Der rote Schleudersitz: Über die Stimmung in der SPÖ

Politik / 15.10.2024 • 13:34 Uhr
Wahlparty SPÖ Mario Leitner
Mario Leiter blickte am Sonntag in die Gesichter enttäuschter Genossinnen und Genossen. VN/Stiplovsek

Schon wieder Verluste, nur noch drei Mandate: In der SPÖ steht Trauerbewältigung auf der Tagesordnung.

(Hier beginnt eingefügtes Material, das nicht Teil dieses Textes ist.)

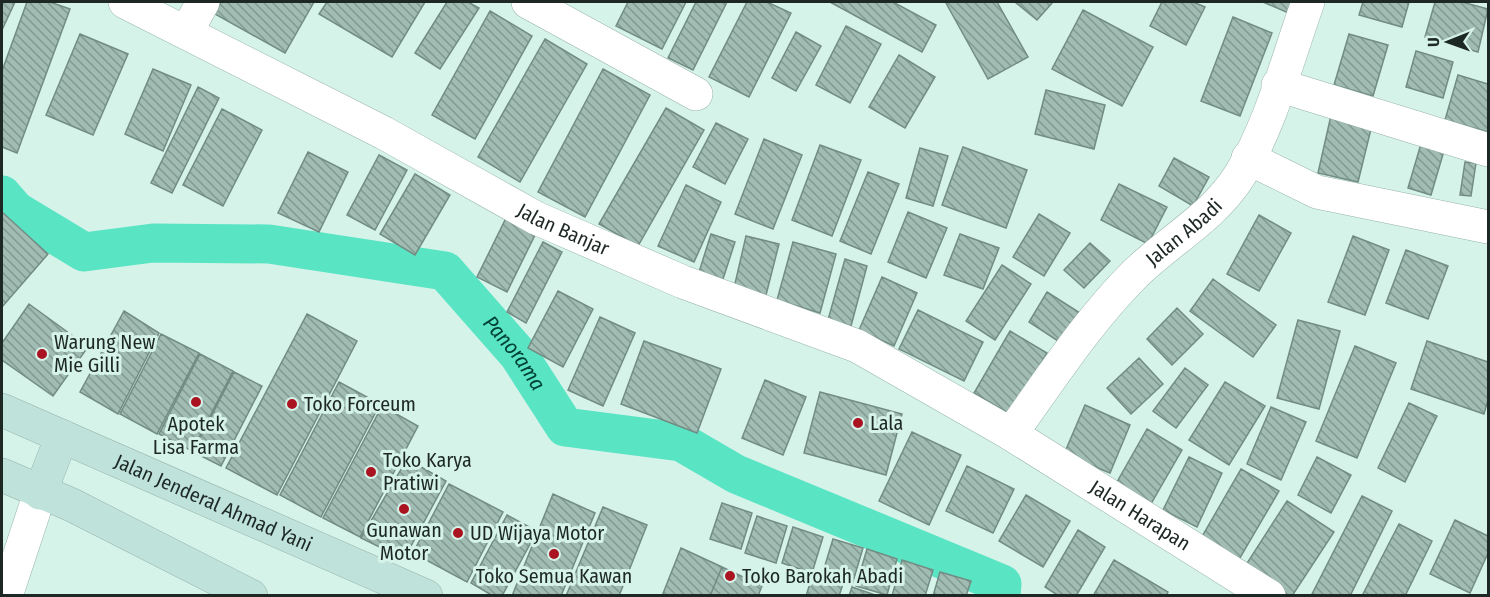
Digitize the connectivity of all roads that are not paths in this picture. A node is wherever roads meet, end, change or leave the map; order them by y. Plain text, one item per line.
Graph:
1 (125, 2) edge
2 (203, 2) edge
3 (528, 2) edge
4 (1308, 2) edge
5 (187, 31) junction
6 (1278, 85) junction
7 (696, 94) dead end
8 (1488, 150) edge
9 (1248, 158) junction
10 (1488, 227) edge
11 (2, 410) edge
12 (1011, 434) junction
13 (62, 436) junction
14 (2, 475) edge
15 (40, 493) junction
16 (6, 596) edge
17 (251, 596) edge
18 (426, 596) edge
19 (1269, 596) edge

1 - 5 street, Jalan Banjar
2 - 5 street
3 - 7 street
4 - 6 street, Jalan Abadi
5 - 12 street, Jalan Banjar
6 - 8 street
6 - 9 street, Jalan Abadi
9 - 10 street
9 - 12 street, Jalan Abadi
11 - 13 main road, Jalan Jenderal Ahmad Yani
12 - 19 street, Jalan Harapan
13 - 15 main road
13 - 18 main road, Jalan Jenderal Ahmad Yani
14 - 15 main road
15 - 16 street
15 - 17 main road

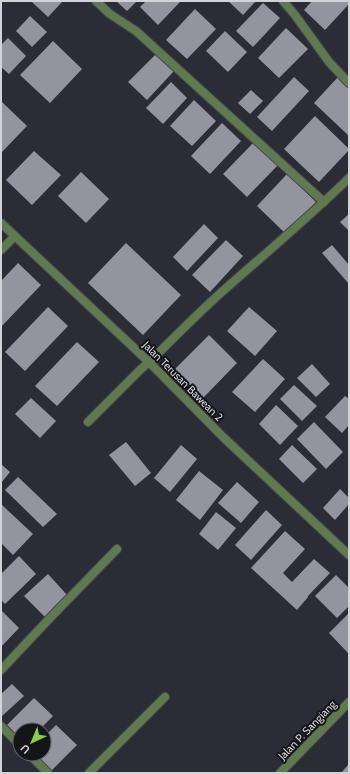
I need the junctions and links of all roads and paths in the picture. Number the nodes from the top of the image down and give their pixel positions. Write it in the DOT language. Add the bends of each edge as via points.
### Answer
graph roads {
  1 [pos="96,1"];
  2 [pos="283,1"];
  3 [pos="349,83"];
  4 [pos="349,178"];
  5 [pos="324,202"];
  6 [pos="1,223"];
  7 [pos="15,236"];
  8 [pos="1,250"];
  9 [pos="149,362"];
  10 [pos="88,422"];
  11 [pos="117,548"];
  12 [pos="349,555"];
  13 [pos="1,670"];
  14 [pos="165,697"];
  15 [pos="349,702"];
  16 [pos="1,726"];
  17 [pos="12,737"];
  18 [pos="37,762"];
  19 [pos="48,773"];
  20 [pos="89,773"];
  21 [pos="280,773"];
  1 -- 5 [label="street" via="136,31"];
  2 -- 3 [label="street" via="329,62"];
  4 -- 5 [label="street"];
  5 -- 9 [label="street" via="222,291"];
  6 -- 7 [label="street, Jalan Terusan Bawean 2"];
  7 -- 8 [label="street"];
  7 -- 9 [label="street, Jalan Terusan Bawean 2"];
  9 -- 10 [label="street"];
  9 -- 12 [label="street, Jalan Terusan Bawean 2" via="223,437"];
  11 -- 13 [label="street"];
  14 -- 20 [label="street"];
  15 -- 21 [label="street, Jalan P. Sangiang"];
  16 -- 17 [label="street"];
  18 -- 19 [label="street"];
}
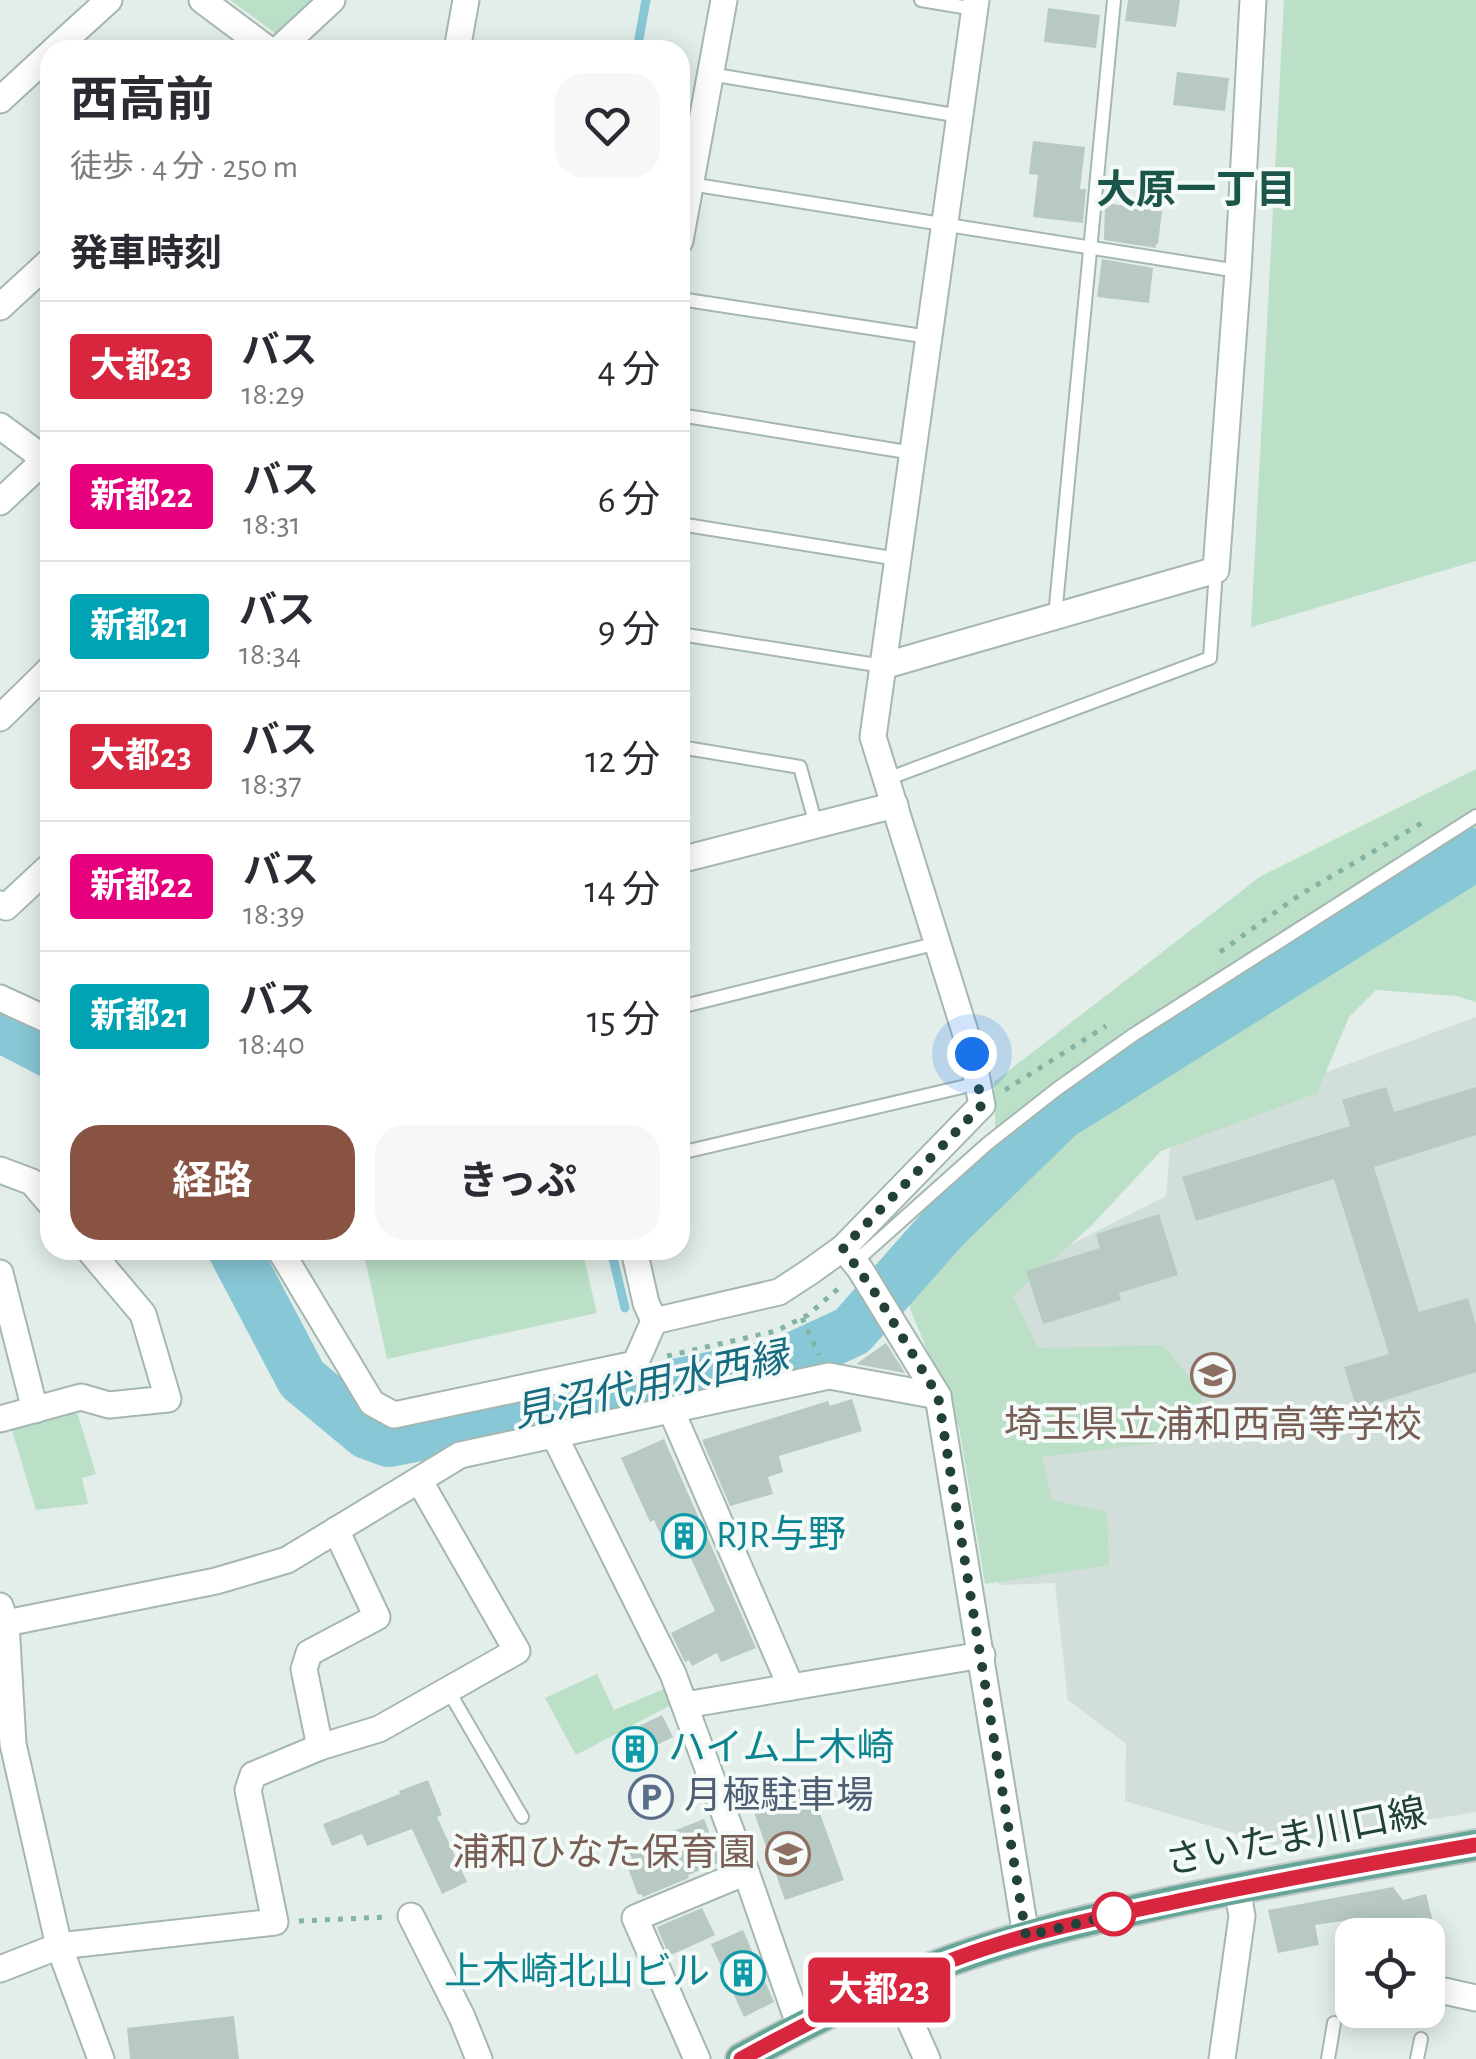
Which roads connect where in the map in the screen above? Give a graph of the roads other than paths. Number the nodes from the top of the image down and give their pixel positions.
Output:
1 (109, 0) edge
2 (202, 0) edge
3 (332, 0) edge
4 (466, 0) edge
5 (724, 0) edge
6 (921, 0) edge
7 (1114, 0) edge
8 (1253, 0) edge
9 (976, 4) edge
10 (65, 40) edge
11 (256, 40) edge
12 (289, 40) edge
13 (459, 40) edge
14 (40, 63) edge
15 (710, 74) junction
16 (0, 100) edge
17 (960, 116) junction
18 (690, 184) joint
19 (945, 225) junction
20 (1089, 248) junction
21 (40, 270) edge
22 (1238, 271) junction
23 (690, 301) edge
24 (0, 307) edge
25 (929, 337) junction
26 (690, 417) edge
27 (0, 426) edge
28 (913, 453) junction
29 (40, 454) edge
30 (40, 466) edge
31 (0, 502) edge
32 (690, 526) edge
33 (898, 558) junction
34 (1216, 570) junction
35 (1055, 616) junction
36 (690, 636) edge
37 (883, 666) junction
38 (40, 680) edge
39 (0, 718) edge
40 (690, 749) edge
41 (887, 779) junction
42 (895, 804) junction
43 (1476, 816) edge
44 (816, 825) junction
45 (690, 857) edge
46 (40, 875) edge
47 (0, 904) edge
48 (938, 943) junction
49 (0, 998) edge
50 (690, 1005) edge
51 (40, 1016) edge
52 (981, 1094) junction
53 (690, 1152) edge
54 (0, 1170) edge
55 (40, 1191) edge
56 (98, 1260) edge
57 (286, 1260) edge
58 (636, 1260) edge
59 (852, 1260) junction
60 (0, 1273) edge
61 (654, 1320) junction
62 (938, 1396) junction
63 (34, 1410) junction
64 (671, 1410) junction
65 (0, 1420) edge
66 (554, 1435) junction
67 (419, 1480) junction
68 (336, 1530) junction
69 (3, 1615) edge
70 (982, 1654) junction
71 (791, 1687) junction
72 (448, 1690) junction
73 (685, 1705) junction
74 (320, 1747) junction
75 (522, 1816) dead end
76 (1476, 1845) edge
77 (746, 1872) junction
78 (1238, 1888) junction
79 (411, 1916) road end
80 (1026, 1936) junction
81 (60, 1946) junction
82 (0, 1969) edge
83 (893, 1983) junction
84 (1445, 1991) edge
85 (1476, 1998) edge
86 (1334, 2024) dead end
87 (800, 2027) junction
88 (1421, 2039) dead end
89 (101, 2059) edge
90 (479, 2059) edge
91 (697, 2059) edge
92 (741, 2059) edge
93 (927, 2059) edge
94 (1222, 2059) edge
95 (1328, 2059) edge
96 (1417, 2059) edge

1 - 10 street
2 - 11 street
3 - 12 street
4 - 13 street
5 - 15 street
6 - 9 lane
7 - 20 lane
8 - 22 street
9 - 17 street
14 - 16 street
15 - 17 lane
15 - 18 street
17 - 19 street
18 - 19 lane
19 - 20 lane
19 - 25 street
20 - 22 lane
20 - 35 lane
21 - 24 street
22 - 34 street
23 - 25 lane
25 - 28 street
26 - 28 lane
27 - 29 street
28 - 33 street
30 - 31 street
32 - 33 lane
33 - 37 street
34 - 35 street
34 - 41 lane
35 - 37 street
36 - 37 lane
37 - 41 street
38 - 39 street
40 - 44 lane
41 - 42 street
42 - 44 street
42 - 48 street
43 - 59 lane
44 - 45 street
46 - 47 street
48 - 50 lane
48 - 52 street
49 - 51 street
52 - 53 lane
52 - 59 street
54 - 55 street
56 - 63 street
57 - 61 street
58 - 61 street
59 - 61 street
59 - 62 street
60 - 63 street
62 - 64 street
62 - 70 street
63 - 65 street
64 - 66 street
64 - 71 street
66 - 67 street
66 - 73 street
67 - 68 street
67 - 72 street
68 - 69 street
68 - 74 street
69 - 81 street
70 - 71 street
70 - 80 street
71 - 73 street
72 - 74 street
72 - 75 lane
73 - 77 street
74 - 81 street
76 - 78 main road, さいたま川口線
77 - 87 street
77 - 91 street
78 - 80 main road, さいたま川口線
78 - 94 street
79 - 90 street
80 - 83 main road, さいたま川口線
81 - 82 street
81 - 89 street
83 - 87 main road, さいたま川口線
83 - 93 street
84 - 85 street
86 - 95 lane
87 - 92 main road, さいたま川口線
88 - 96 lane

Text: Birgit Entner-Gerhold, Michael Prock, Matthias Rauch

Schwarzach Sonntag, 19 Uhr, Magazin 4 in Bregenz. Nach dem Gruppenfoto für die Presse wendet sich Mario Leiter an die Genossinnen und Genossen. Man habe einen ausgezeichneten Wahlkampf geführt und auf Basis von Umfragen die drängenden Themen der Vorarlbergerinnen und Vorarlberger zum Thema gemacht, holt er auf der SPÖ-Party nach der Landtagswahl aus. Auch sei die Sozialdemokratie noch in keinem Wahlkampf so medienpräsent gewesen. Dies habe bis zum Ausruf des schwarz-blauen Duells gefruchtet, man sah sich bei zwölf bis 14 Prozent. Dann sei die Duellerzählung durchgedrungen, der Landeshauptmann sei sogar in Bludenz auf Hausbesuche gegangen. Selbst in Leiters Heimatstadt verlor die SPÖ eineinhalb Prozentpunkte. “Ich muss da auch meine Rolle in Frage stellen”, kündigt Leiter dann an, dass er in einer ruhigen halben Stunde zu Hause in sich gehen werde. Zwei Tage später zeichnet ein Stimmungsbild in der SPÖ einen Parteichef, der fest im Sattel sitzt. Das liegt an seinem Engagement und an fehlenden Alternativen.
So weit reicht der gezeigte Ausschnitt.